◆ AIM OF THE EXERCISE:
Go over the records and copy every line with the string "roads".

◆ DATA IN THIS EXERCISE:
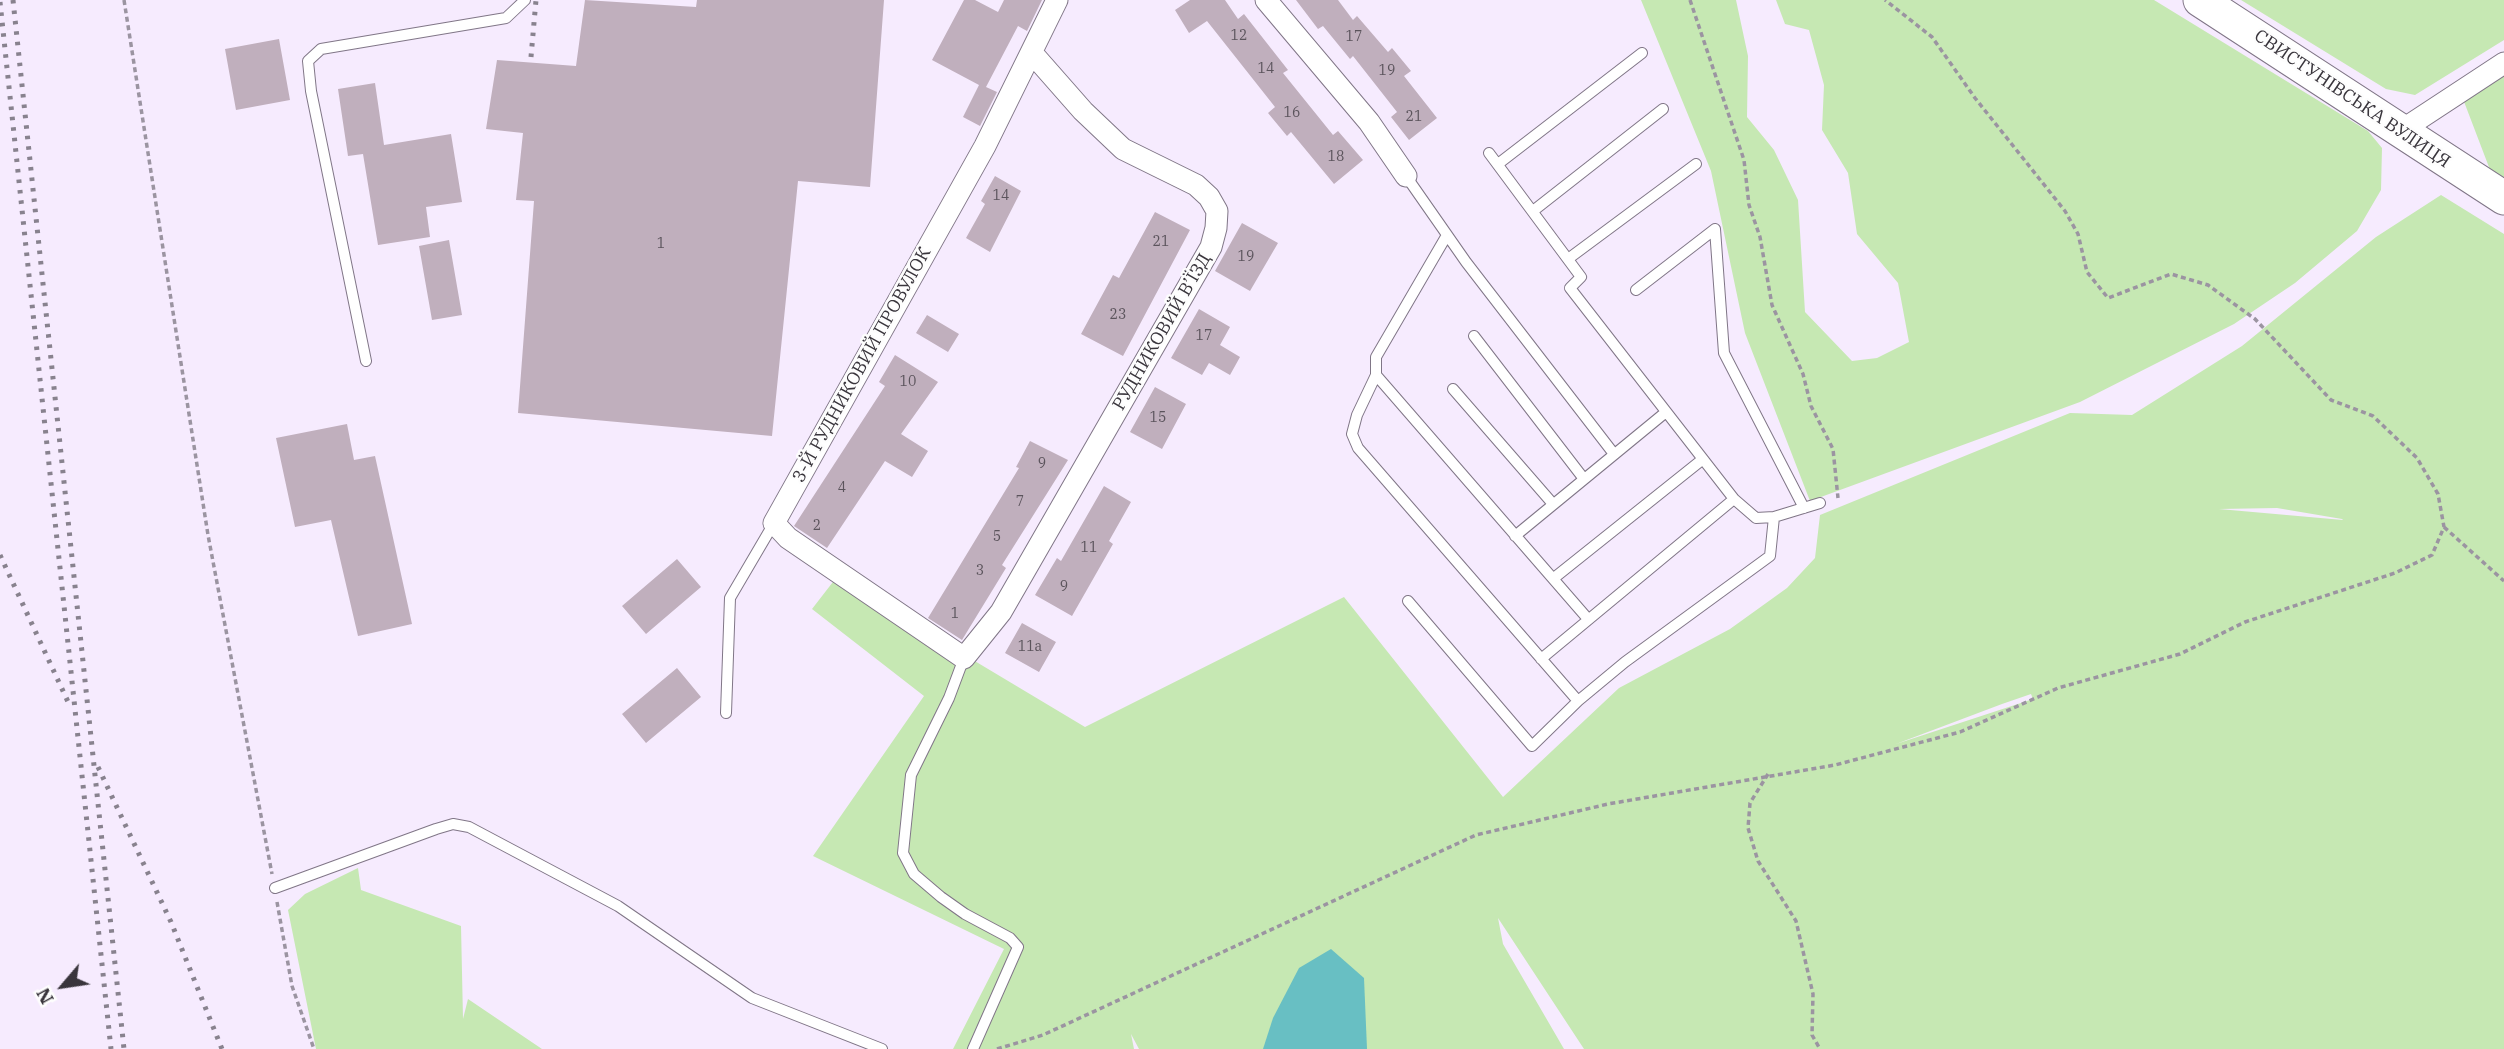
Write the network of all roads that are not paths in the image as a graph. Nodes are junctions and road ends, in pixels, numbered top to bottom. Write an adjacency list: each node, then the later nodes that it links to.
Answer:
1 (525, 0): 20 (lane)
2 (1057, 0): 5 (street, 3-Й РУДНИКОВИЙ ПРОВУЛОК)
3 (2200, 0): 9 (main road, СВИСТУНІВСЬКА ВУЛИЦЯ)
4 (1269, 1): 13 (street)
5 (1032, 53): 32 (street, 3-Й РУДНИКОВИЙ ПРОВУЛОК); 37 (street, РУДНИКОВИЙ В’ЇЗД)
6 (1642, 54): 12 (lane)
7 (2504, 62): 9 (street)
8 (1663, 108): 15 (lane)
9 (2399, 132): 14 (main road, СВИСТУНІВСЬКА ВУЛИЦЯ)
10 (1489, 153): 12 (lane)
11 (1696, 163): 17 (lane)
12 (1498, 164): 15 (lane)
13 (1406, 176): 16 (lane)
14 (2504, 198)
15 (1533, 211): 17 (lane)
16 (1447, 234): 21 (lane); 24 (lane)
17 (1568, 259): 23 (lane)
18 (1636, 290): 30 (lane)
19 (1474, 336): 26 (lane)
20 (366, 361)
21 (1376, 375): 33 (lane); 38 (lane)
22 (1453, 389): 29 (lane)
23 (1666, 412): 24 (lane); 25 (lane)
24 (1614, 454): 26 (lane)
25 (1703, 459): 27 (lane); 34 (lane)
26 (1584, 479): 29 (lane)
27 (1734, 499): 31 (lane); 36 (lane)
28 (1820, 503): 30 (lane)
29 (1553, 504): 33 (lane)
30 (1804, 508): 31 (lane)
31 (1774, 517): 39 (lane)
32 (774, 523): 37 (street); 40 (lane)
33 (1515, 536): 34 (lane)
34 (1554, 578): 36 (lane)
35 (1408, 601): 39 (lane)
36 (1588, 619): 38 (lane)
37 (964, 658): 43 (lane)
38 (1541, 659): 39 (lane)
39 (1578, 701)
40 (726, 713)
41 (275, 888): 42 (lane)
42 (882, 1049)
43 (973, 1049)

==

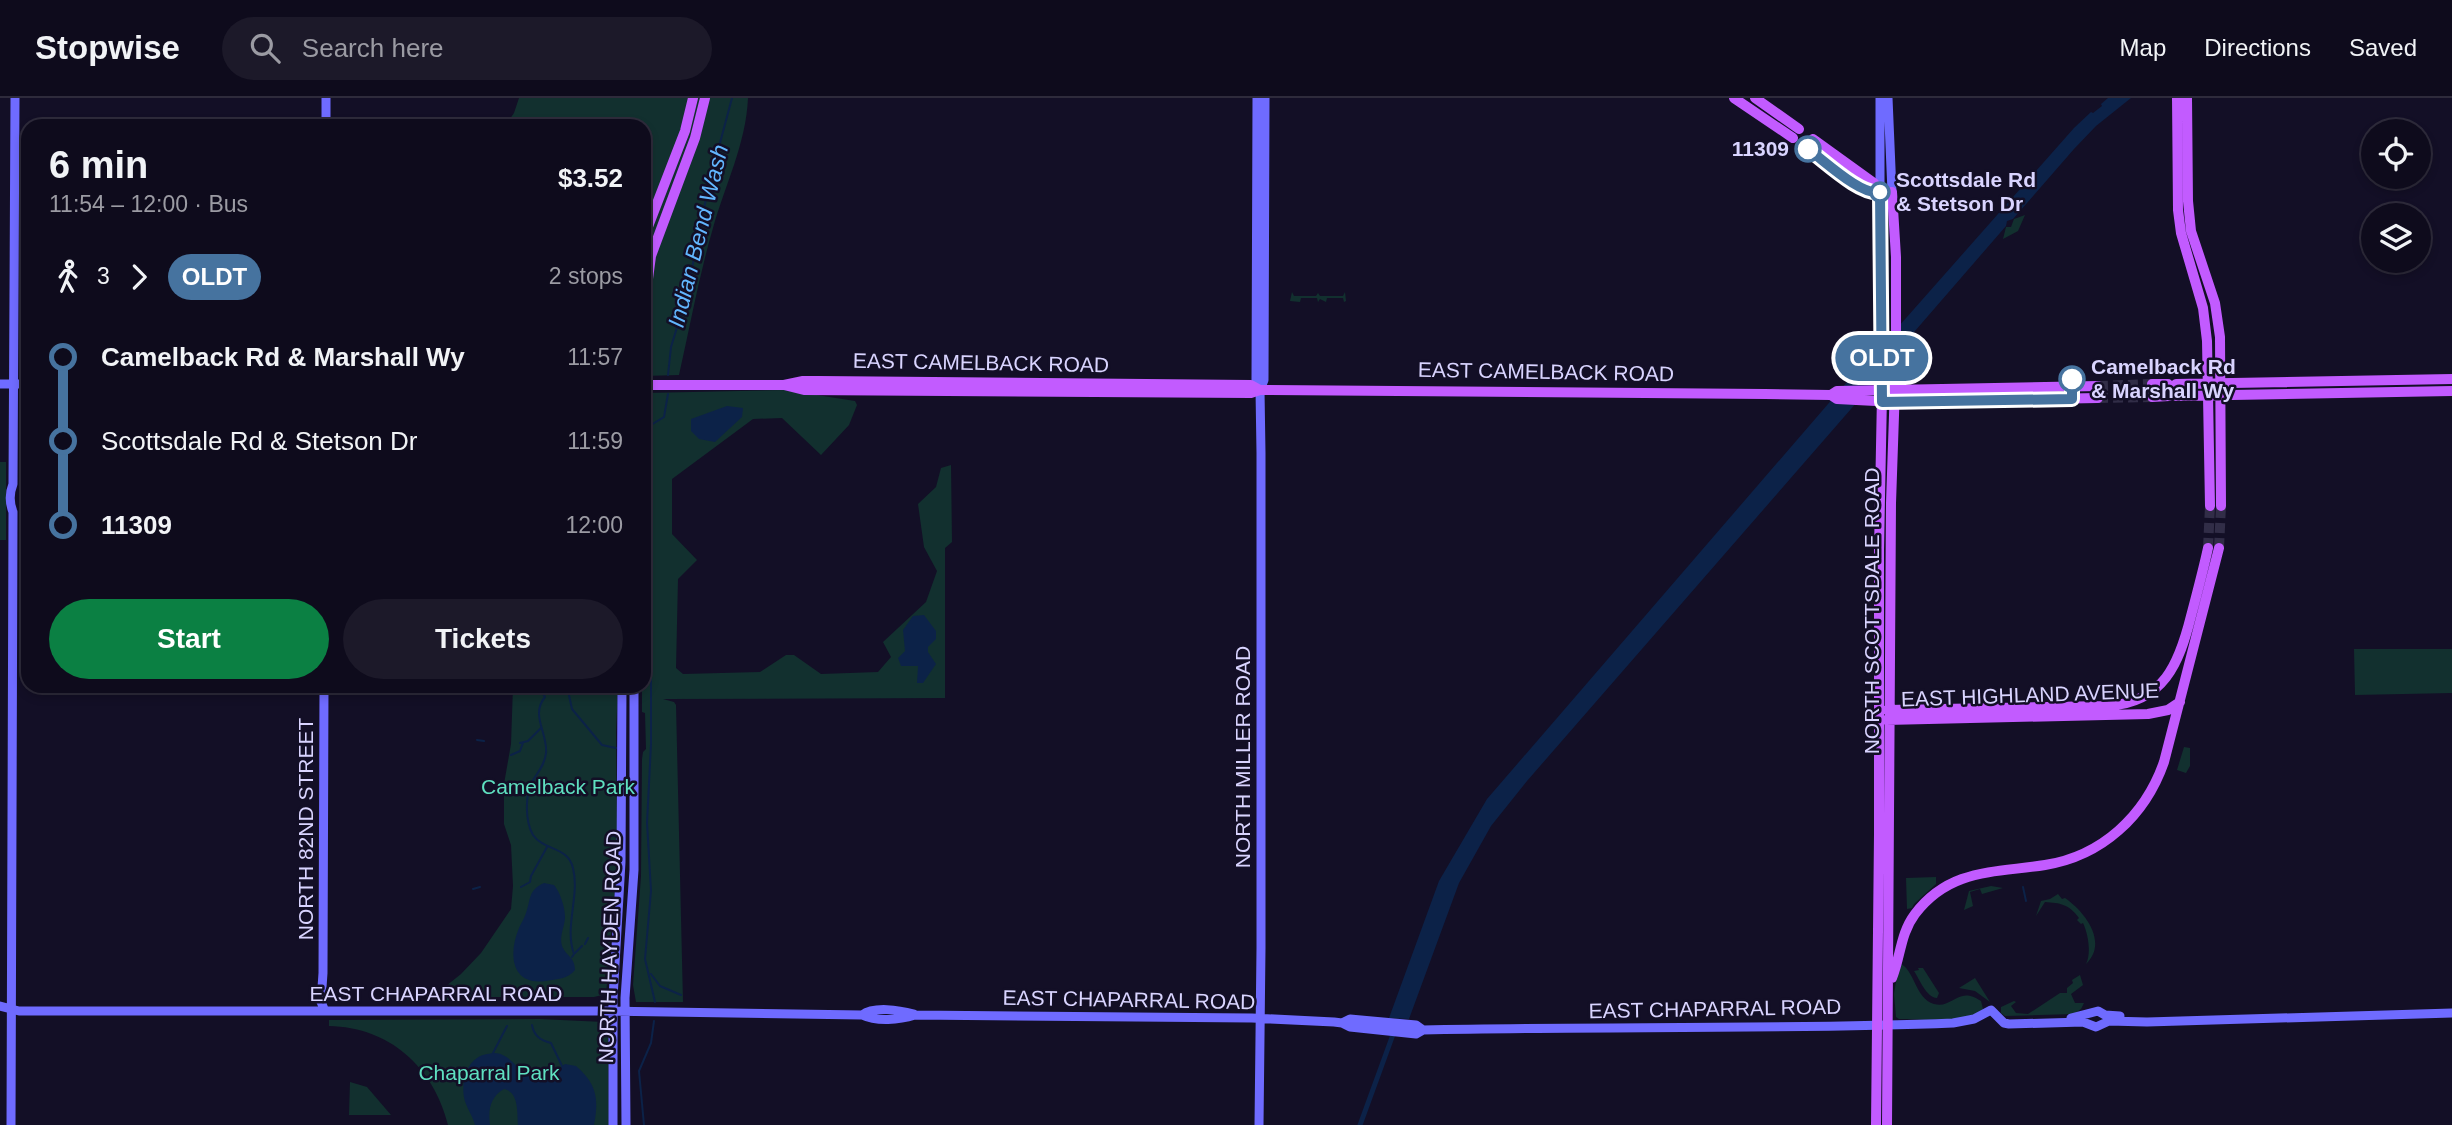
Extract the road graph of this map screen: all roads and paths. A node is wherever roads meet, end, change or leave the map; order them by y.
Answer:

◆ RESULT:
Write the network of all roads that are not paths in the image as a graph. Nodes are junctions and road ends, in pixels, numbered top to bottom. Write an adjacency list: each node, then the later nodes that it links to.
Extract the road graph of this map screen: all roads and paths. A node is wherever roads meet, end, change or leave the map; order them by y.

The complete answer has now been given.